Start of Block
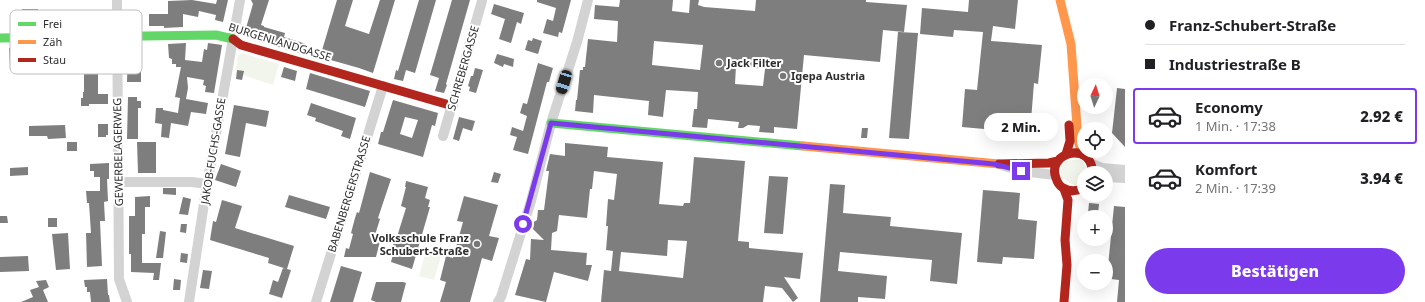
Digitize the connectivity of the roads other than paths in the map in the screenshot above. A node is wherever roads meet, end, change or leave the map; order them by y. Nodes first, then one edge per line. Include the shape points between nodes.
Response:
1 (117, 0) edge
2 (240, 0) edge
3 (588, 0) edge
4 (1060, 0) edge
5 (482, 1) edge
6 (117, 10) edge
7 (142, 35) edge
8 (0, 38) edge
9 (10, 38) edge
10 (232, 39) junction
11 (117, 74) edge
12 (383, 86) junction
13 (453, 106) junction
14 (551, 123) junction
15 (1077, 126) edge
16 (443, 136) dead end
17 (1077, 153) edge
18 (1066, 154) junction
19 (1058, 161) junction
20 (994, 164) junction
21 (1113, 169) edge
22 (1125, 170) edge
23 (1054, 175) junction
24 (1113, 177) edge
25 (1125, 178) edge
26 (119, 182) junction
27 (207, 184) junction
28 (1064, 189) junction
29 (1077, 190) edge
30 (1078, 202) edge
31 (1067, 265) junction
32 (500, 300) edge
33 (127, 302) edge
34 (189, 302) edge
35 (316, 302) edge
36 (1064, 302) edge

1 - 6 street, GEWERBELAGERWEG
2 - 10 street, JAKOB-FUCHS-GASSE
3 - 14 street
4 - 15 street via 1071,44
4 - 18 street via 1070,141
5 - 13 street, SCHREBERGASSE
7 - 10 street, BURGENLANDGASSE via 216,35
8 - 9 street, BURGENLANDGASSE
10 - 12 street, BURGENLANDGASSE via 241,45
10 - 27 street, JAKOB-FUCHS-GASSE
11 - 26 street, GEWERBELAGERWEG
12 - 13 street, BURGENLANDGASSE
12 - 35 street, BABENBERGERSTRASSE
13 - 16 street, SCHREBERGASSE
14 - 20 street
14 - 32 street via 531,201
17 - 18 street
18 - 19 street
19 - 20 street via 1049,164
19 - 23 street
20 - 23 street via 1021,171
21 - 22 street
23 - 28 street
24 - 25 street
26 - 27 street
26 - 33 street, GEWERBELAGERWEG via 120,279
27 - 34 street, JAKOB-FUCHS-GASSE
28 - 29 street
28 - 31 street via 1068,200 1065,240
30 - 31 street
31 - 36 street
End of Block
Start of Block
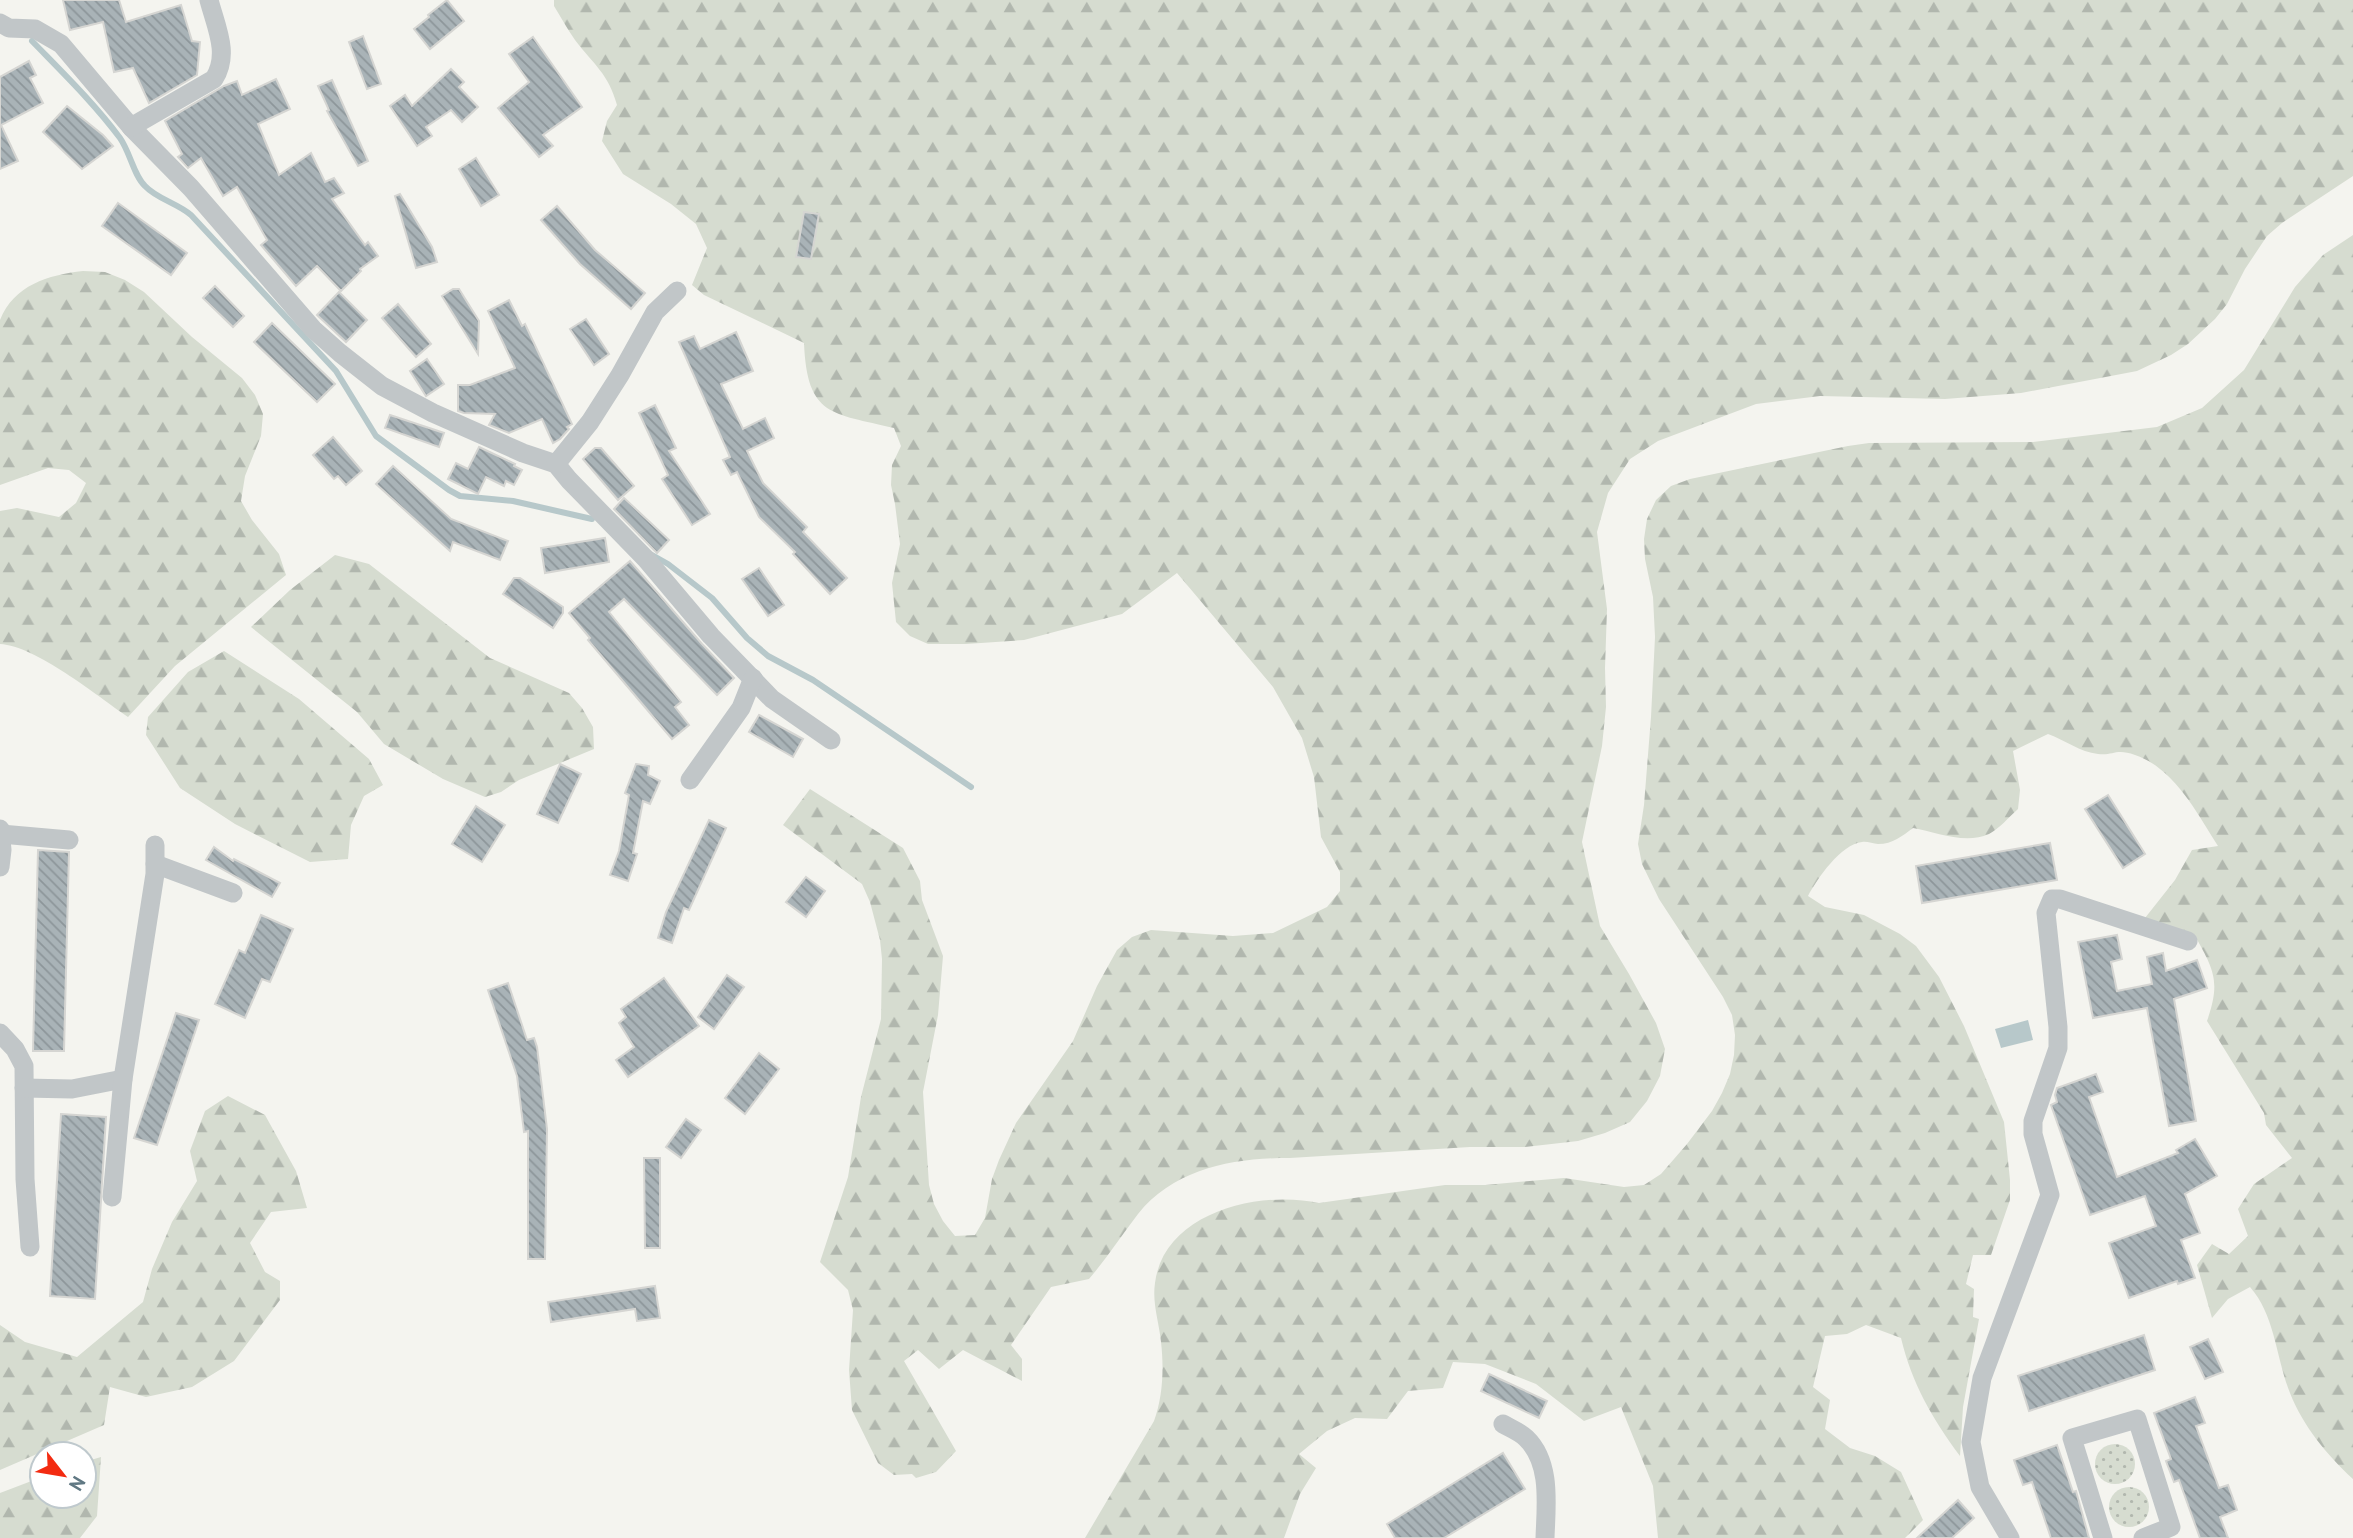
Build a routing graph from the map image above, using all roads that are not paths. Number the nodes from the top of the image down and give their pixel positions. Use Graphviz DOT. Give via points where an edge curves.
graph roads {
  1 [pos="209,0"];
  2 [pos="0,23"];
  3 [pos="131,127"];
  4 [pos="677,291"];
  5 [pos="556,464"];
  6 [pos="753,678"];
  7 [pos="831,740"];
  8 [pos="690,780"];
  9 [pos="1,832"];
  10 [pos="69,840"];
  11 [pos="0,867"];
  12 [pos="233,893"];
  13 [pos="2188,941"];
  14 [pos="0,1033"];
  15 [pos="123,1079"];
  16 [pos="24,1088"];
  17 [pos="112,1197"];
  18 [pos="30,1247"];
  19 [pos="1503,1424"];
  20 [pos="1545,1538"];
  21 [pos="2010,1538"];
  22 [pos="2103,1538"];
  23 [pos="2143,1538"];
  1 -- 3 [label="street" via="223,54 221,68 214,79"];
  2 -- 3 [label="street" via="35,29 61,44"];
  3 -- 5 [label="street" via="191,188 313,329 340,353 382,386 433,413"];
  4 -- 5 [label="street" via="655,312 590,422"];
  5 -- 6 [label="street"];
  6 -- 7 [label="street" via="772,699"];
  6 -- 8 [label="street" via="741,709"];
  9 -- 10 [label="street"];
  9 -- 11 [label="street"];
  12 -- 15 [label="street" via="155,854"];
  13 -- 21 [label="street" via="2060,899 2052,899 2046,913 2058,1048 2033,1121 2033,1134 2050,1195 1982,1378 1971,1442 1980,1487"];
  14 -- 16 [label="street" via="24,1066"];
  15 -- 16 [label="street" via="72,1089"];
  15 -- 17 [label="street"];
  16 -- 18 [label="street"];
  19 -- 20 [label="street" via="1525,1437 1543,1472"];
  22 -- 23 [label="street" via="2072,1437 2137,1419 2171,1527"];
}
End of Block
> _EXERCISE REQUIREMENTS_
Pick out, from the lines above, every one that contains the string "BURGENLANDGASSE".

> _RESULT OF THIS EXERCISE_
7 - 10 street, BURGENLANDGASSE via 216,35
8 - 9 street, BURGENLANDGASSE
10 - 12 street, BURGENLANDGASSE via 241,45
12 - 13 street, BURGENLANDGASSE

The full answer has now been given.